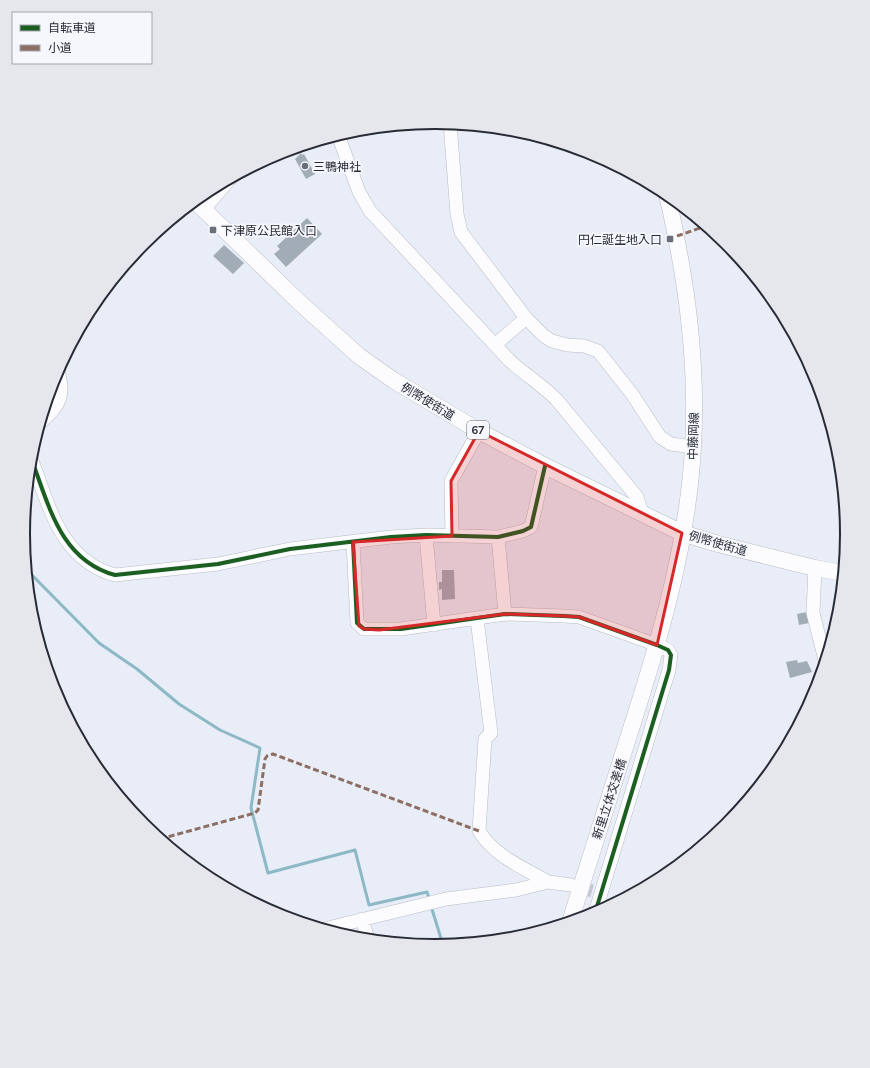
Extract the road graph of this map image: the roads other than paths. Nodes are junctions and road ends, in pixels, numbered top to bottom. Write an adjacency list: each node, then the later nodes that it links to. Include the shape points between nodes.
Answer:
1 (450, 130): 5 (street, via 457,214 461,232)
2 (340, 141): 6 (street, via 359,192 370,211)
3 (669, 204): 10 (main road, 中藤岡線, via 692,334)
4 (199, 205): 9 (main road, 例幣使街道 / 67, via 359,356 393,380)
5 (526, 318): 6 (street); 10 (street, via 552,341 598,351 632,394 660,437 671,444)
6 (495, 345): 13 (street, via 519,370 556,399 637,496)
7 (60, 382): 8 (street, via 62,396 58,405)
8 (48, 415)
9 (479, 431): 11 (main road, 例幣使街道 / 67); 16 (street, via 451,481)
10 (693, 447): 14 (main road, 中藤岡線, via 689,495)
11 (545, 466): 13 (main road, 例幣使街道 / 67); 17 (street, via 531,527)
12 (35, 471): 18 (street, via 52,514 75,551 85,562 99,571 115,575 218,564 290,549)
13 (642, 514): 14 (main road, 例幣使街道 / 67)
14 (682, 533): 19 (main road, 例幣使街道 / 67); 24 (main road, 中藤岡線)
15 (426, 535): 16 (street); 18 (street); 23 (street)
16 (452, 536): 17 (street)
17 (498, 537): 21 (street)
18 (353, 542): 23 (street, via 359,626 379,630)
19 (815, 568): 20 (main road, 例幣使街道 / 67); 25 (street, via 813,614)
20 (838, 572)
21 (505, 614): 22 (street); 24 (street, via 579,617)
22 (477, 619): 23 (street); 27 (street, via 491,733 485,739 479,831 496,851)
23 (434, 625)
24 (656, 645): 26 (main road, 中藤岡線); 29 (street, via 668,650 671,655 669,670 596,893)
25 (823, 651)
26 (648, 676): 30 (main road, 新里立体交差橋)
27 (548, 882): 28 (street); 31 (street, via 516,890 446,898)
28 (571, 885)
29 (595, 906)
30 (572, 915)
31 (362, 919): 32 (street); 33 (street)
32 (335, 926)
33 (366, 933)

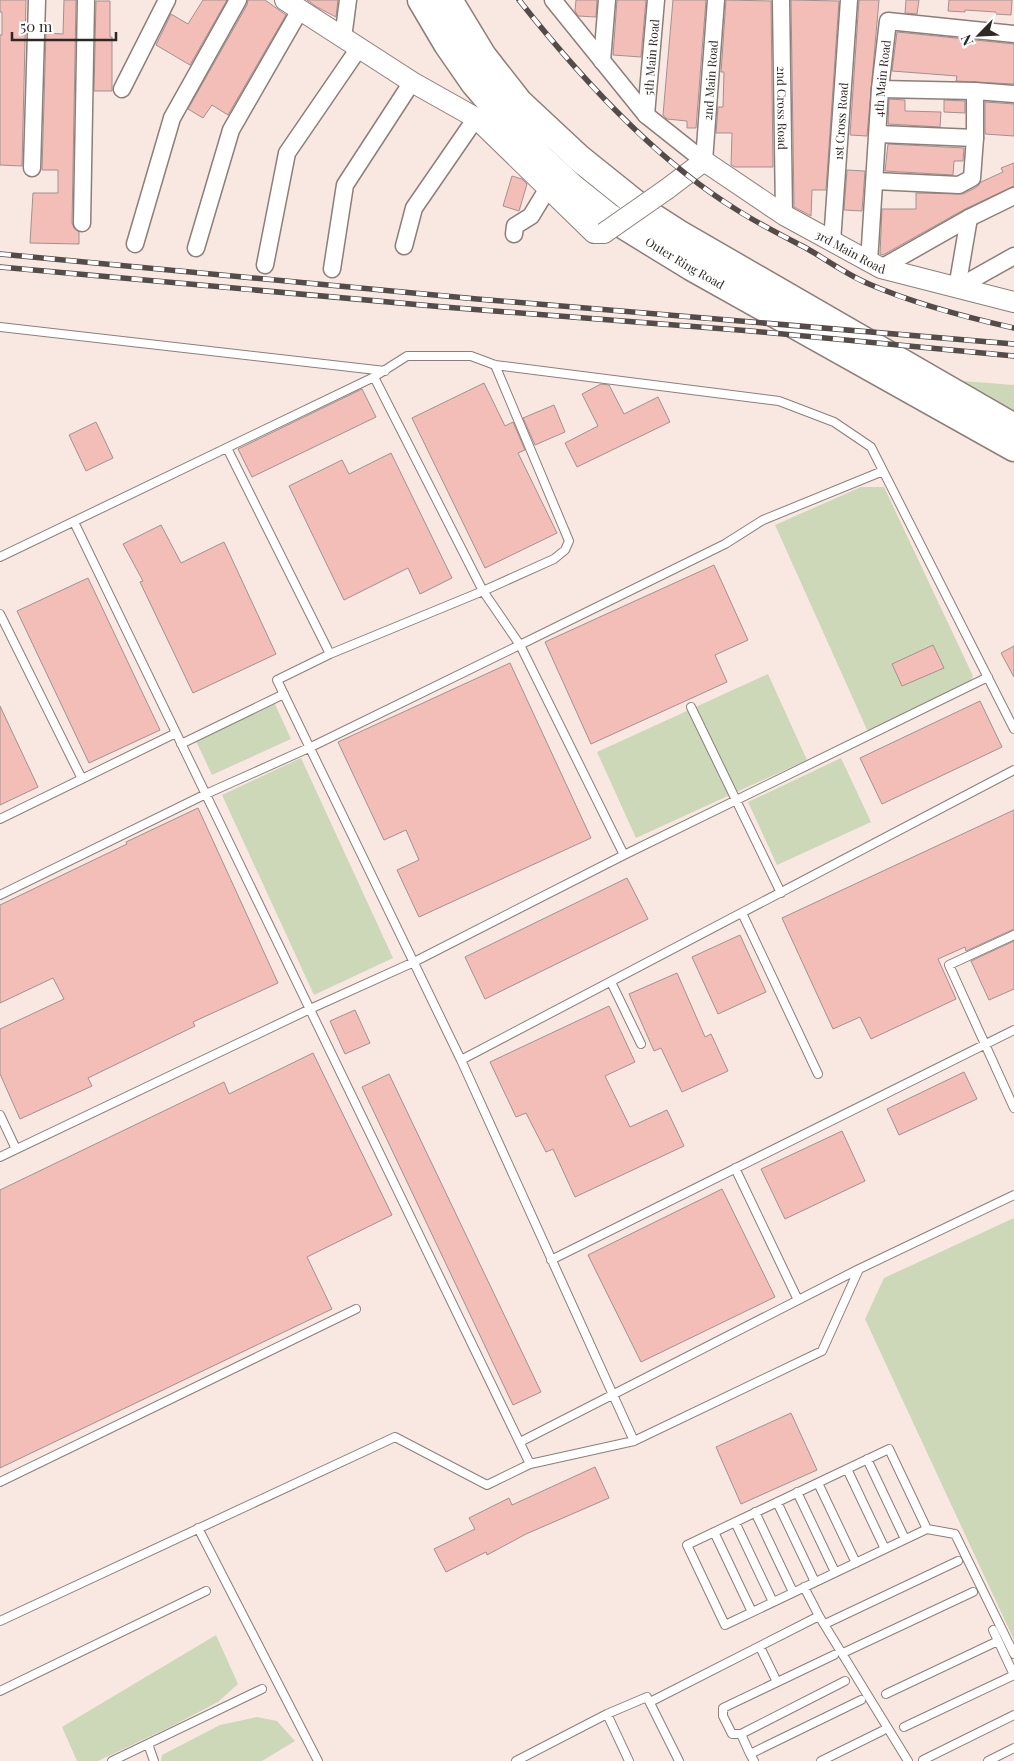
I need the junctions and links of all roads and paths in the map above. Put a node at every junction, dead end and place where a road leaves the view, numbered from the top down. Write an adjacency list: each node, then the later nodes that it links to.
1 (37, 0): 28 (street)
2 (86, 0): 34 (street)
3 (167, 0): 19 (street)
4 (238, 0): 37 (street)
5 (348, 0): 16 (street)
6 (421, 0): 52 (highway, Outer Ring Road)
7 (449, 0): 50 (highway, Outer Ring Road)
8 (553, 0): 17 (street)
9 (607, 0): 17 (street)
10 (656, 0): 23 (street, 5th Main Road)
11 (716, 0): 27 (street, 2nd Main Road)
12 (782, 0): 32 (street, 2nd Cross Road)
13 (849, 0): 36 (street, 1st Cross Road)
14 (289, 3): 16 (street); 39 (street)
15 (1014, 34): 20 (street, 4th Main Road)
16 (351, 43): 18 (street); 41 (street)
17 (602, 60): 23 (street)
18 (412, 82): 24 (street); 43 (street)
19 (122, 89)
20 (880, 89): 21 (street); 25 (street, 4th Main Road)
21 (975, 91): 22 (street); 26 (street)
22 (1014, 94)
23 (646, 115): 27 (street)
24 (476, 118): 30 (street); 38 (street)
25 (878, 134): 26 (street); 29 (street, 4th Main Road)
26 (976, 138): 29 (street)
27 (704, 161): 30 (street, bridge); 32 (street, 3rd Main Road)
28 (32, 168)
29 (875, 182): 42 (street, 4th Main Road)
30 (548, 188): 35 (street)
31 (1014, 196): 33 (street)
32 (784, 215): 36 (street, 3rd Main Road)
33 (969, 218): 42 (street); 44 (street)
34 (82, 222)
35 (514, 234)
36 (832, 242): 42 (street, 3rd Main Road)
37 (135, 244)
38 (404, 246)
39 (196, 248)
40 (1014, 256): 44 (street)
41 (265, 265)
42 (875, 265): 44 (street, 3rd Main Road)
43 (332, 269)
44 (957, 288): 45 (street, 3rd Main Road)
45 (1014, 302)
46 (0, 326): 48 (lane)
47 (495, 365): 48 (lane); 53 (lane); 56 (lane)
48 (386, 371): 49 (lane)
49 (374, 377): 51 (lane); 56 (lane)
50 (1014, 427)
51 (227, 448): 54 (lane); 59 (lane)
52 (1014, 448)
53 (883, 470): 58 (lane); 60 (lane)
54 (74, 522): 55 (lane); 64 (lane)
55 (0, 557)
56 (483, 591): 58 (lane); 59 (lane)
57 (0, 614): 68 (lane)
58 (520, 645): 66 (lane); 72 (lane)
59 (330, 654): 61 (lane)
60 (988, 677): 63 (lane); 70 (lane)
61 (284, 694): 65 (lane); 66 (lane)
62 (691, 706): 70 (lane)
63 (1014, 729)
64 (176, 733): 65 (lane); 68 (lane)
65 (181, 744): 69 (lane)
66 (311, 747): 69 (lane); 77 (lane)
67 (1014, 770): 73 (lane)
68 (82, 779): 71 (lane)
69 (206, 794): 74 (lane); 79 (lane)
70 (737, 800): 72 (lane); 73 (lane)
71 (0, 819)
72 (624, 855): 77 (lane)
73 (781, 892): 75 (lane)
74 (0, 895)
75 (742, 913): 78 (lane); 84 (lane)
76 (1014, 935): 82 (lane)
77 (414, 962): 79 (lane); 83 (lane)
78 (612, 982): 81 (lane); 83 (lane)
79 (310, 1009): 87 (lane); 97 (lane)
80 (1014, 1030): 82 (lane)
81 (641, 1044)
82 (984, 1045): 85 (lane); 89 (lane)
83 (461, 1060): 91 (lane)
84 (818, 1074)
85 (1014, 1108)
86 (0, 1115): 87 (lane)
87 (16, 1149): 88 (lane)
88 (0, 1157)
89 (735, 1168): 91 (lane); 93 (lane)
90 (1014, 1195): 92 (lane)
91 (551, 1260): 95 (lane)
92 (859, 1269): 93 (lane); 96 (lane)
93 (798, 1300): 95 (lane)
94 (356, 1309): 101 (lane)
95 (612, 1395): 96 (lane); 97 (lane)
96 (634, 1441): 99 (lane)
97 (520, 1442): 99 (lane)
98 (867, 1459): 100 (lane); 108 (lane); 110 (lane)
99 (530, 1464): 107 (lane)
100 (847, 1469): 102 (lane); 111 (lane)
101 (0, 1482)
102 (818, 1483): 103 (lane); 113 (lane)
103 (797, 1492): 104 (lane); 114 (lane)
104 (777, 1502): 105 (lane); 115 (lane)
105 (755, 1512): 106 (lane); 118 (lane)
106 (735, 1522): 109 (lane); 120 (lane)
107 (198, 1528): 123 (lane); 150 (lane)
108 (927, 1529): 110 (lane); 129 (lane)
109 (714, 1532): 121 (lane); 121 (lane)
110 (905, 1539): 111 (lane)
111 (885, 1548): 113 (lane)
112 (958, 1561): 124 (lane)
113 (856, 1563): 114 (lane)
114 (835, 1572): 115 (lane)
115 (815, 1582): 116 (lane)
116 (804, 1587): 118 (lane); 122 (lane)
117 (206, 1591): 135 (lane)
118 (793, 1592): 120 (lane)
119 (973, 1592): 128 (lane)
120 (773, 1602): 121 (lane)
121 (752, 1612)
122 (819, 1616): 124 (lane); 127 (lane)
123 (0, 1621)
124 (825, 1624): 128 (lane)
125 (993, 1630): 126 (lane)
126 (998, 1641): 131 (lane); 136 (lane)
127 (760, 1646): 133 (lane); 137 (lane)
128 (842, 1654): 155 (lane)
129 (1014, 1654)
130 (834, 1655): 133 (lane)
131 (1014, 1675): 141 (lane)
132 (845, 1681): 143 (lane)
133 (777, 1682): 143 (lane)
134 (262, 1689): 144 (lane)
135 (0, 1691)
136 (886, 1694)
137 (648, 1700): 139 (lane); 153 (lane)
138 (862, 1700): 146 (lane)
139 (607, 1714): 151 (lane); 152 (lane)
140 (1014, 1715): 147 (lane)
141 (904, 1728)
142 (882, 1731): 154 (lane)
143 (741, 1734): 146 (lane)
144 (148, 1744): 148 (lane); 149 (lane)
145 (1014, 1748): 156 (lane)
146 (752, 1757)
147 (923, 1760)
148 (112, 1761)
149 (154, 1761)
150 (318, 1761)
151 (516, 1761)
152 (630, 1761)
153 (679, 1761)
154 (821, 1761)
155 (908, 1761)
156 (988, 1761)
──────
◆ **Task description**:
Copy each line of the data that contains the word "Ring", leaving the other lines out.

◆ **Written response**:
6 (421, 0): 52 (highway, Outer Ring Road)
7 (449, 0): 50 (highway, Outer Ring Road)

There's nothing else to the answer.